The answer must consist of every line in the data below that holds the word "bridge".

### RAW DATA

--- START ---

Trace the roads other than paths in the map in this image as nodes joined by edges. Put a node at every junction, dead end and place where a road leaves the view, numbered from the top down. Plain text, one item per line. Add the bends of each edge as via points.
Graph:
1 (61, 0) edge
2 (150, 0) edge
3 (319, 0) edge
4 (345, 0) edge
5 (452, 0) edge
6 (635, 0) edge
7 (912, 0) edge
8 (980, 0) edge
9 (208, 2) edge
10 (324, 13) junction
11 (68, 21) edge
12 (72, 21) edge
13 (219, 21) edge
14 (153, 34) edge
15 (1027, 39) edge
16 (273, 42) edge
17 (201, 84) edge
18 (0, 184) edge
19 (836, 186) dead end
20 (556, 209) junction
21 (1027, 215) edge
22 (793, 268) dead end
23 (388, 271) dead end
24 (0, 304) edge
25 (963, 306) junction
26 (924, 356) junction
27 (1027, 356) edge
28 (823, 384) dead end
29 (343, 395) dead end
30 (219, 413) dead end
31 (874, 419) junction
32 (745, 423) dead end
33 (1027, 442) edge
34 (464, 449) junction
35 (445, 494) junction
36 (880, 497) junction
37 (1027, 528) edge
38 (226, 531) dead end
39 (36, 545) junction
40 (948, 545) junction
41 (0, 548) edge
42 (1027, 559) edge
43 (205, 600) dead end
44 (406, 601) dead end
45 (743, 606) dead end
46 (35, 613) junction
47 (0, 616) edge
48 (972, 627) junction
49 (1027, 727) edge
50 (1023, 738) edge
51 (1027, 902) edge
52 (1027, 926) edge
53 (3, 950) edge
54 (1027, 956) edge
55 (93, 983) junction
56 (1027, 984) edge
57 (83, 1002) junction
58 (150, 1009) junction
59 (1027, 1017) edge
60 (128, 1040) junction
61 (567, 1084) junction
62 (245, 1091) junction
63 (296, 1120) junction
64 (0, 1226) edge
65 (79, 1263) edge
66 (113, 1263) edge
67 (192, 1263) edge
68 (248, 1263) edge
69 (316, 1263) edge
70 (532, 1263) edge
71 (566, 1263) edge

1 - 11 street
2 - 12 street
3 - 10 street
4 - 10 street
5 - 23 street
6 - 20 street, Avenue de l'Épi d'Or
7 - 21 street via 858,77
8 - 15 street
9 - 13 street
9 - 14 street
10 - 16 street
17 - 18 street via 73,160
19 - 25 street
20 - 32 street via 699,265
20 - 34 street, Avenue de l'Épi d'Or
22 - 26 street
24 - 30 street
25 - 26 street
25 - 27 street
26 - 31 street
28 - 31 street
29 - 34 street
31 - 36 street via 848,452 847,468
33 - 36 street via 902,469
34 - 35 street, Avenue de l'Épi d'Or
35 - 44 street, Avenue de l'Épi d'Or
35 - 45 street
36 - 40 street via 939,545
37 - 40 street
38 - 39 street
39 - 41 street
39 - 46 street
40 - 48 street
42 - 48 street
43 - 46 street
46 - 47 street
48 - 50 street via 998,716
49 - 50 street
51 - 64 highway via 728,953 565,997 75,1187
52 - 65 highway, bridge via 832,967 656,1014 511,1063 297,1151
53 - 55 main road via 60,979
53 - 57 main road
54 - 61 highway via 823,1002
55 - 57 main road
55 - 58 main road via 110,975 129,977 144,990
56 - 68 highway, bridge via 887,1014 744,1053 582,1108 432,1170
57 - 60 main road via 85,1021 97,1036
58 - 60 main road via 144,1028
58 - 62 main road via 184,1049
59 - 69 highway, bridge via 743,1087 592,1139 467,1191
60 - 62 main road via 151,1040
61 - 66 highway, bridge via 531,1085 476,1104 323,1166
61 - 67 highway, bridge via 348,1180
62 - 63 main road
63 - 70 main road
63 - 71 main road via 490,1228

--- END ---

### OUTPUT OF THE TASK
52 - 65 highway, bridge via 832,967 656,1014 511,1063 297,1151
56 - 68 highway, bridge via 887,1014 744,1053 582,1108 432,1170
59 - 69 highway, bridge via 743,1087 592,1139 467,1191
61 - 66 highway, bridge via 531,1085 476,1104 323,1166
61 - 67 highway, bridge via 348,1180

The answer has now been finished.